**** Given records ****
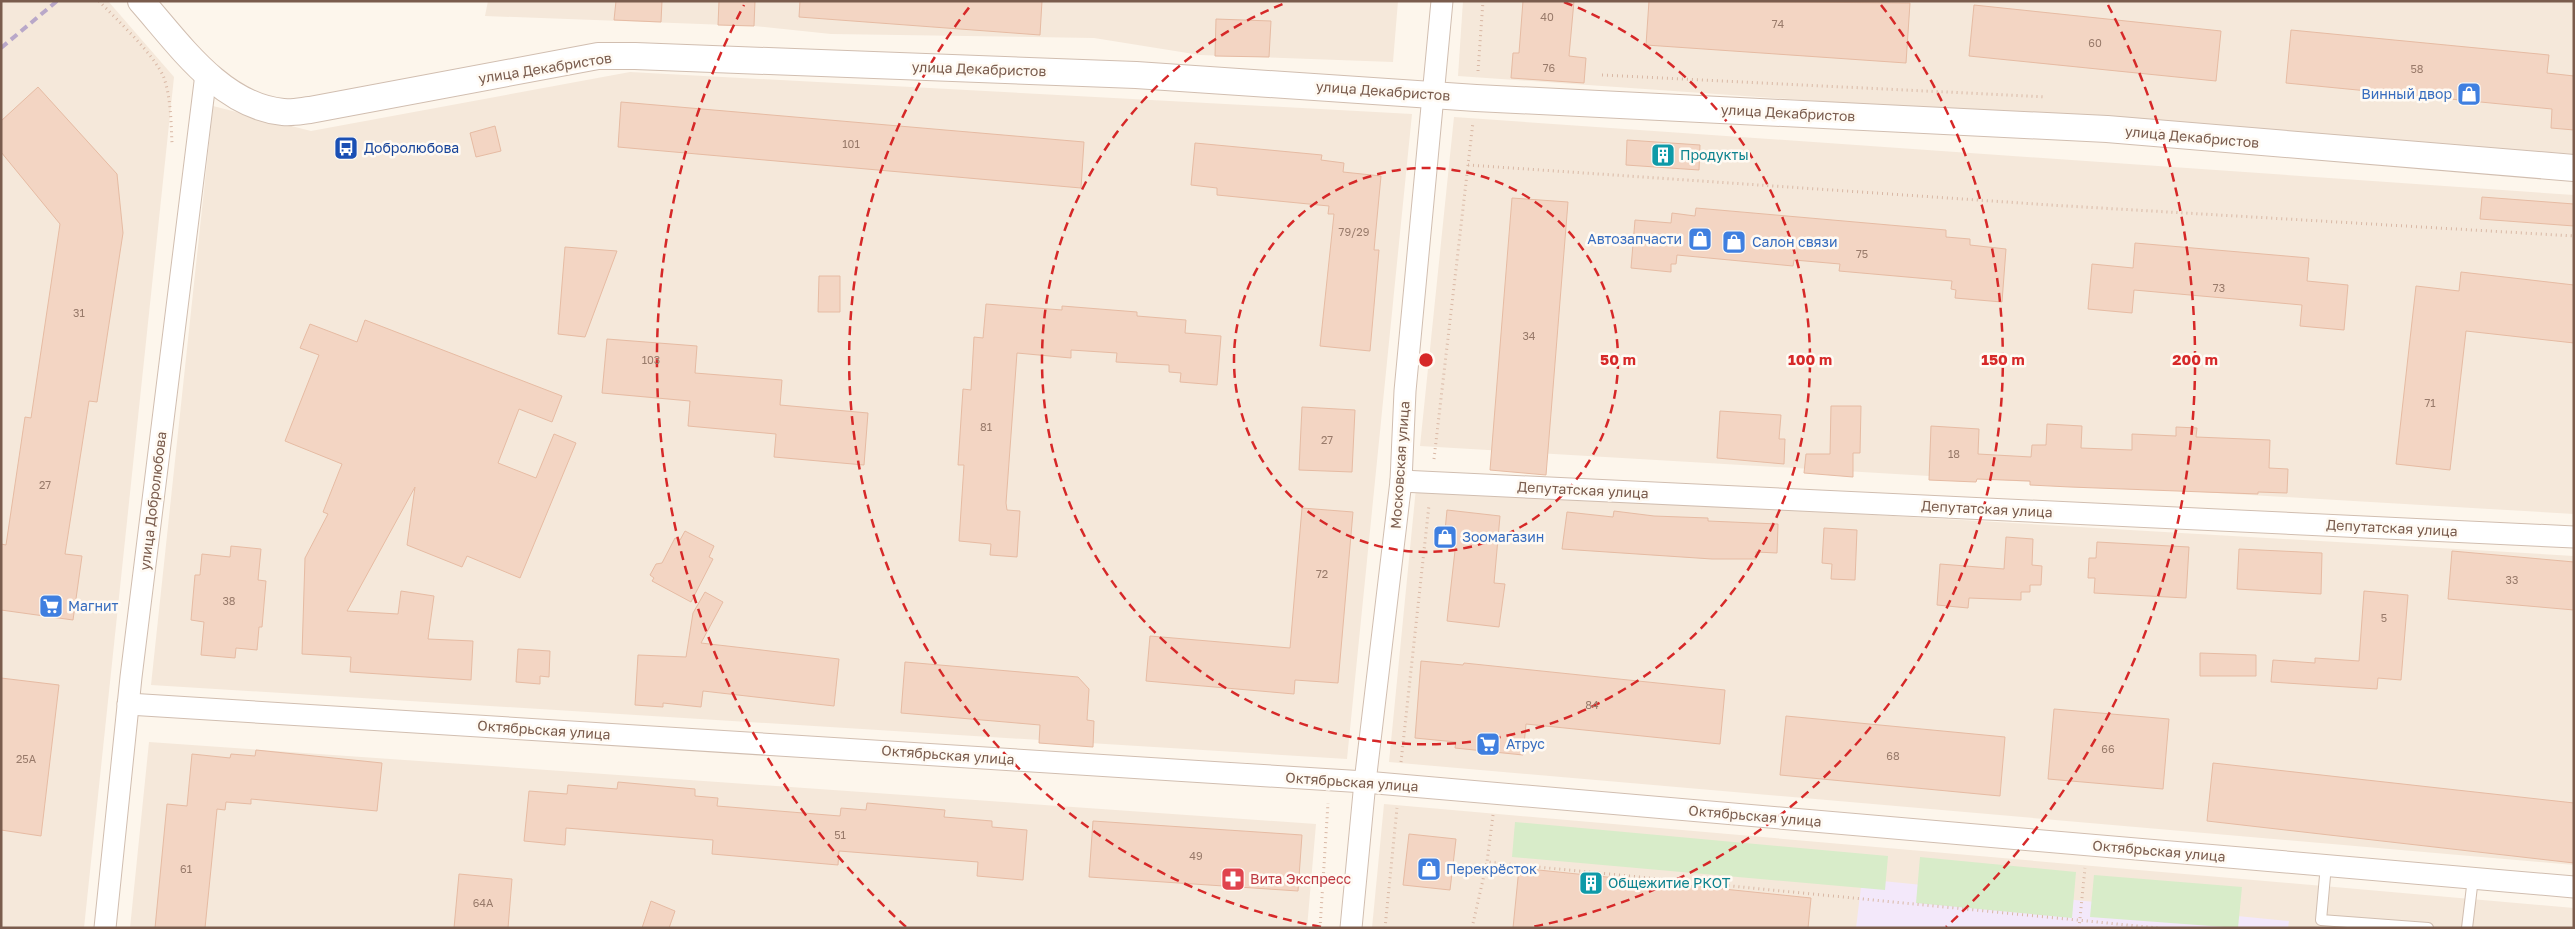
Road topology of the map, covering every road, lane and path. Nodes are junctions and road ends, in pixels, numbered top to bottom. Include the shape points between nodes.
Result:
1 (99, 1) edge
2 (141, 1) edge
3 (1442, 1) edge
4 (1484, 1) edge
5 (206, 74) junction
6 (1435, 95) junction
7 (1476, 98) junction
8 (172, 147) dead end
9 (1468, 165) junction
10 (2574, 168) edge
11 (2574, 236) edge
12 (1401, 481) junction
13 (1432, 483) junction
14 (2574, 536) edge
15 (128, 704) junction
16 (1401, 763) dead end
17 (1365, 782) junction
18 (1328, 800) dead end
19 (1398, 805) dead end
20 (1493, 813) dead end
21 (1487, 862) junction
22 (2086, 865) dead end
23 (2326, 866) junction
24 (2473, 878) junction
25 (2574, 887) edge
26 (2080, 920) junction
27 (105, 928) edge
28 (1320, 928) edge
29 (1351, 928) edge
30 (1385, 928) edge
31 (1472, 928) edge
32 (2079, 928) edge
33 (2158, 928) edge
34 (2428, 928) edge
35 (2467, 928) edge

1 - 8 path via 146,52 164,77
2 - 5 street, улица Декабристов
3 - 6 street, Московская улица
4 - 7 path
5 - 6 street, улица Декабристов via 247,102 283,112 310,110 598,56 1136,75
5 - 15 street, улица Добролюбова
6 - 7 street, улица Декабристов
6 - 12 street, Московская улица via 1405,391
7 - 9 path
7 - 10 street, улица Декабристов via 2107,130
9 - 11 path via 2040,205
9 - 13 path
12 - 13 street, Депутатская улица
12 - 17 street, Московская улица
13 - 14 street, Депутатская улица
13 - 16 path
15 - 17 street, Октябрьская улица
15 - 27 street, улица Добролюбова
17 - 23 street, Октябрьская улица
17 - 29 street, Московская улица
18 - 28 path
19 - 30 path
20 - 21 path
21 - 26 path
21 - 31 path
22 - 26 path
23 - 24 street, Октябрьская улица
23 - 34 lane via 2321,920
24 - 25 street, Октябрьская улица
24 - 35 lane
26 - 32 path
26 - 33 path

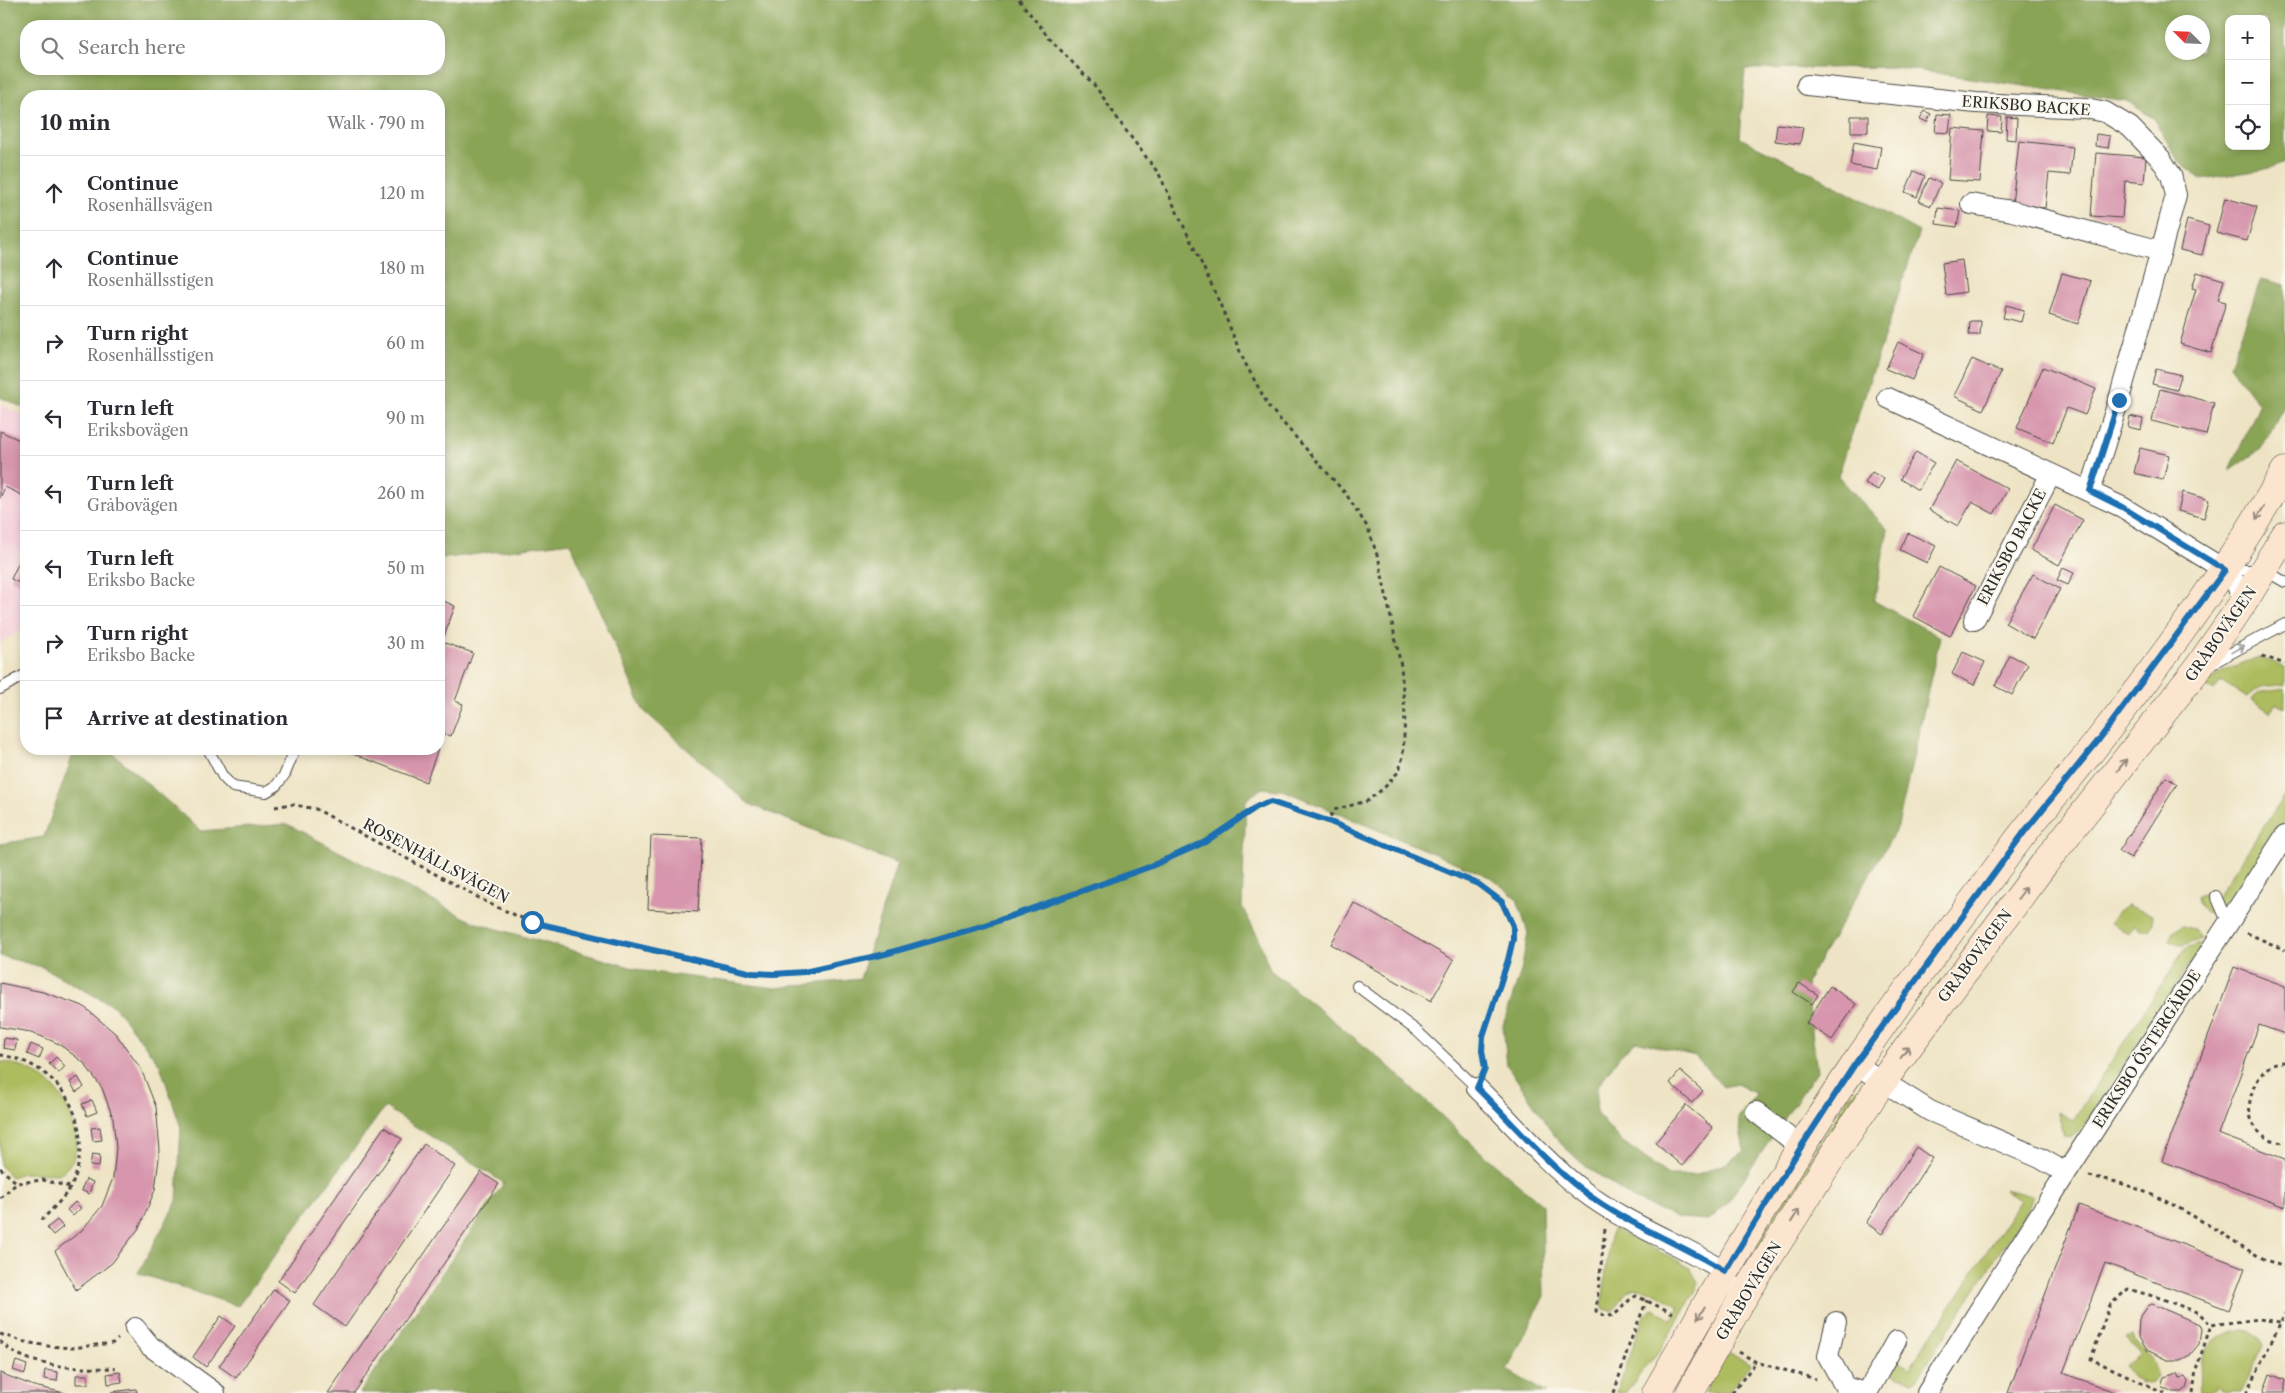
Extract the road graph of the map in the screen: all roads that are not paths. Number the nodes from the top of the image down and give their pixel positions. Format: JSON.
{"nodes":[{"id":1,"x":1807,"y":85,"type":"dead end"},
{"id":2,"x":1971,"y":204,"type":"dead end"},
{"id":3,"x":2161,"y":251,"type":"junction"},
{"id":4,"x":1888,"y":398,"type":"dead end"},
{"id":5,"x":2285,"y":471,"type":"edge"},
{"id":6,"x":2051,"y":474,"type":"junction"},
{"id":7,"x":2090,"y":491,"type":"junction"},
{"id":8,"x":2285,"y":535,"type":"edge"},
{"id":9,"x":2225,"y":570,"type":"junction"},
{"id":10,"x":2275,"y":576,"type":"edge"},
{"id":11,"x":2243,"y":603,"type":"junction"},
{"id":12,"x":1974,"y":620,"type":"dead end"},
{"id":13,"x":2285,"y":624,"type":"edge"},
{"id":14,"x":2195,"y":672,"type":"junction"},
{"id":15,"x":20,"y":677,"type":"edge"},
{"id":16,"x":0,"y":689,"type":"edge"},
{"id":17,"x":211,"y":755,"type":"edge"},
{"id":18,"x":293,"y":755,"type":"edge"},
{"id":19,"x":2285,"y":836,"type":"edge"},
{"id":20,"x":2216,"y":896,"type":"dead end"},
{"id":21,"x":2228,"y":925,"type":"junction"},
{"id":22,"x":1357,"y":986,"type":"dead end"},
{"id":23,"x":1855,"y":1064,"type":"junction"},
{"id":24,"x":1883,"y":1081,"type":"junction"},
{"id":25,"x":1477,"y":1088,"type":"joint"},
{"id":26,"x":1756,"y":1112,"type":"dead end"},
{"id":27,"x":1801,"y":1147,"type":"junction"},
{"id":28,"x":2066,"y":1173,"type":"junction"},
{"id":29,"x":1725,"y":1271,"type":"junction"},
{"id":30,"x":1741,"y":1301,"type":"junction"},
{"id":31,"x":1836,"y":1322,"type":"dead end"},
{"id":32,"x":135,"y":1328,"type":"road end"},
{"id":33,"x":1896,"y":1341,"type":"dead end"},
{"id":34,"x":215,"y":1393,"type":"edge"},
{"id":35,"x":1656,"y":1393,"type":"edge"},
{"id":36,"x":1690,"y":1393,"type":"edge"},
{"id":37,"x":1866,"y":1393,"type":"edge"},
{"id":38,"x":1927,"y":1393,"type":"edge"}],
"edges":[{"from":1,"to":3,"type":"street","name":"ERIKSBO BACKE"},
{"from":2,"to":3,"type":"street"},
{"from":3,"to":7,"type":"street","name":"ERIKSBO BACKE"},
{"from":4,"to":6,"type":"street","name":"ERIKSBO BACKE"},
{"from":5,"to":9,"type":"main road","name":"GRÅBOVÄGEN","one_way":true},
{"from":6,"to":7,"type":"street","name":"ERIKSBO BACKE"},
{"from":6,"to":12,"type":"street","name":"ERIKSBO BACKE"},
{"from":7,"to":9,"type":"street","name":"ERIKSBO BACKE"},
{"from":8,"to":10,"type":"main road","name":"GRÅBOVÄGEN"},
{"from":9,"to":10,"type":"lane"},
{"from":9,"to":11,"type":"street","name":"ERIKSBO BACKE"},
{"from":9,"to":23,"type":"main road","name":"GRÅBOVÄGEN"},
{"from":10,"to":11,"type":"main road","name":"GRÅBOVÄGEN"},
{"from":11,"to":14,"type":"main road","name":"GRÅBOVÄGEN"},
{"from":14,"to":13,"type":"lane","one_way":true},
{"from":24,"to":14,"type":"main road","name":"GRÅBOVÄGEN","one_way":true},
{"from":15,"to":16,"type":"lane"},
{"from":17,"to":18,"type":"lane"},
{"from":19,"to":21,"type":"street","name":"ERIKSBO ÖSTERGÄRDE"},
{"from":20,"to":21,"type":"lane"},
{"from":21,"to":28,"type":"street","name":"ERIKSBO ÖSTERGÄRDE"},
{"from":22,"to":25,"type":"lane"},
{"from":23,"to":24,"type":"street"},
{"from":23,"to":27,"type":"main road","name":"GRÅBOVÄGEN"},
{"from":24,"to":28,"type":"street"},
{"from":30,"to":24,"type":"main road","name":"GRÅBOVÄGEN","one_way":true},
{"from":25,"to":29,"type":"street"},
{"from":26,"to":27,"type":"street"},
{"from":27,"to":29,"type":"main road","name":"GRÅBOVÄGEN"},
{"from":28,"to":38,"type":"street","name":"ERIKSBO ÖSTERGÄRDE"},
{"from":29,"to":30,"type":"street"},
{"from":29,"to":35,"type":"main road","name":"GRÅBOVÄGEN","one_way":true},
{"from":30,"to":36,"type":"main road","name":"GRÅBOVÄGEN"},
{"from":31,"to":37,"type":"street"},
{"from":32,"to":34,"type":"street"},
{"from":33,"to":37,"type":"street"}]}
****
### Try it
Leave the pictures out, then print every entry exactly as it reads.

### Written reply
Road topology of the map, covering every road, lane and path. Nodes are junctions and road ends, in pixels, numbered top to bottom. Include the shape points between nodes.
Result:
1 (99, 1) edge
2 (141, 1) edge
3 (1442, 1) edge
4 (1484, 1) edge
5 (206, 74) junction
6 (1435, 95) junction
7 (1476, 98) junction
8 (172, 147) dead end
9 (1468, 165) junction
10 (2574, 168) edge
11 (2574, 236) edge
12 (1401, 481) junction
13 (1432, 483) junction
14 (2574, 536) edge
15 (128, 704) junction
16 (1401, 763) dead end
17 (1365, 782) junction
18 (1328, 800) dead end
19 (1398, 805) dead end
20 (1493, 813) dead end
21 (1487, 862) junction
22 (2086, 865) dead end
23 (2326, 866) junction
24 (2473, 878) junction
25 (2574, 887) edge
26 (2080, 920) junction
27 (105, 928) edge
28 (1320, 928) edge
29 (1351, 928) edge
30 (1385, 928) edge
31 (1472, 928) edge
32 (2079, 928) edge
33 (2158, 928) edge
34 (2428, 928) edge
35 (2467, 928) edge

1 - 8 path via 146,52 164,77
2 - 5 street, улица Декабристов
3 - 6 street, Московская улица
4 - 7 path
5 - 6 street, улица Декабристов via 247,102 283,112 310,110 598,56 1136,75
5 - 15 street, улица Добролюбова
6 - 7 street, улица Декабристов
6 - 12 street, Московская улица via 1405,391
7 - 9 path
7 - 10 street, улица Декабристов via 2107,130
9 - 11 path via 2040,205
9 - 13 path
12 - 13 street, Депутатская улица
12 - 17 street, Московская улица
13 - 14 street, Депутатская улица
13 - 16 path
15 - 17 street, Октябрьская улица
15 - 27 street, улица Добролюбова
17 - 23 street, Октябрьская улица
17 - 29 street, Московская улица
18 - 28 path
19 - 30 path
20 - 21 path
21 - 26 path
21 - 31 path
22 - 26 path
23 - 24 street, Октябрьская улица
23 - 34 lane via 2321,920
24 - 25 street, Октябрьская улица
24 - 35 lane
26 - 32 path
26 - 33 path

Extract the road graph of the map in the screen: all roads that are not paths. Number the nodes from the top of the image down and give their pixel positions. Format: JSON.
{"nodes":[{"id":1,"x":1807,"y":85,"type":"dead end"},
{"id":2,"x":1971,"y":204,"type":"dead end"},
{"id":3,"x":2161,"y":251,"type":"junction"},
{"id":4,"x":1888,"y":398,"type":"dead end"},
{"id":5,"x":2285,"y":471,"type":"edge"},
{"id":6,"x":2051,"y":474,"type":"junction"},
{"id":7,"x":2090,"y":491,"type":"junction"},
{"id":8,"x":2285,"y":535,"type":"edge"},
{"id":9,"x":2225,"y":570,"type":"junction"},
{"id":10,"x":2275,"y":576,"type":"edge"},
{"id":11,"x":2243,"y":603,"type":"junction"},
{"id":12,"x":1974,"y":620,"type":"dead end"},
{"id":13,"x":2285,"y":624,"type":"edge"},
{"id":14,"x":2195,"y":672,"type":"junction"},
{"id":15,"x":20,"y":677,"type":"edge"},
{"id":16,"x":0,"y":689,"type":"edge"},
{"id":17,"x":211,"y":755,"type":"edge"},
{"id":18,"x":293,"y":755,"type":"edge"},
{"id":19,"x":2285,"y":836,"type":"edge"},
{"id":20,"x":2216,"y":896,"type":"dead end"},
{"id":21,"x":2228,"y":925,"type":"junction"},
{"id":22,"x":1357,"y":986,"type":"dead end"},
{"id":23,"x":1855,"y":1064,"type":"junction"},
{"id":24,"x":1883,"y":1081,"type":"junction"},
{"id":25,"x":1477,"y":1088,"type":"joint"},
{"id":26,"x":1756,"y":1112,"type":"dead end"},
{"id":27,"x":1801,"y":1147,"type":"junction"},
{"id":28,"x":2066,"y":1173,"type":"junction"},
{"id":29,"x":1725,"y":1271,"type":"junction"},
{"id":30,"x":1741,"y":1301,"type":"junction"},
{"id":31,"x":1836,"y":1322,"type":"dead end"},
{"id":32,"x":135,"y":1328,"type":"road end"},
{"id":33,"x":1896,"y":1341,"type":"dead end"},
{"id":34,"x":215,"y":1393,"type":"edge"},
{"id":35,"x":1656,"y":1393,"type":"edge"},
{"id":36,"x":1690,"y":1393,"type":"edge"},
{"id":37,"x":1866,"y":1393,"type":"edge"},
{"id":38,"x":1927,"y":1393,"type":"edge"}],
"edges":[{"from":1,"to":3,"type":"street","name":"ERIKSBO BACKE"},
{"from":2,"to":3,"type":"street"},
{"from":3,"to":7,"type":"street","name":"ERIKSBO BACKE"},
{"from":4,"to":6,"type":"street","name":"ERIKSBO BACKE"},
{"from":5,"to":9,"type":"main road","name":"GRÅBOVÄGEN","one_way":true},
{"from":6,"to":7,"type":"street","name":"ERIKSBO BACKE"},
{"from":6,"to":12,"type":"street","name":"ERIKSBO BACKE"},
{"from":7,"to":9,"type":"street","name":"ERIKSBO BACKE"},
{"from":8,"to":10,"type":"main road","name":"GRÅBOVÄGEN"},
{"from":9,"to":10,"type":"lane"},
{"from":9,"to":11,"type":"street","name":"ERIKSBO BACKE"},
{"from":9,"to":23,"type":"main road","name":"GRÅBOVÄGEN"},
{"from":10,"to":11,"type":"main road","name":"GRÅBOVÄGEN"},
{"from":11,"to":14,"type":"main road","name":"GRÅBOVÄGEN"},
{"from":14,"to":13,"type":"lane","one_way":true},
{"from":24,"to":14,"type":"main road","name":"GRÅBOVÄGEN","one_way":true},
{"from":15,"to":16,"type":"lane"},
{"from":17,"to":18,"type":"lane"},
{"from":19,"to":21,"type":"street","name":"ERIKSBO ÖSTERGÄRDE"},
{"from":20,"to":21,"type":"lane"},
{"from":21,"to":28,"type":"street","name":"ERIKSBO ÖSTERGÄRDE"},
{"from":22,"to":25,"type":"lane"},
{"from":23,"to":24,"type":"street"},
{"from":23,"to":27,"type":"main road","name":"GRÅBOVÄGEN"},
{"from":24,"to":28,"type":"street"},
{"from":30,"to":24,"type":"main road","name":"GRÅBOVÄGEN","one_way":true},
{"from":25,"to":29,"type":"street"},
{"from":26,"to":27,"type":"street"},
{"from":27,"to":29,"type":"main road","name":"GRÅBOVÄGEN"},
{"from":28,"to":38,"type":"street","name":"ERIKSBO ÖSTERGÄRDE"},
{"from":29,"to":30,"type":"street"},
{"from":29,"to":35,"type":"main road","name":"GRÅBOVÄGEN","one_way":true},
{"from":30,"to":36,"type":"main road","name":"GRÅBOVÄGEN"},
{"from":31,"to":37,"type":"street"},
{"from":32,"to":34,"type":"street"},
{"from":33,"to":37,"type":"street"}]}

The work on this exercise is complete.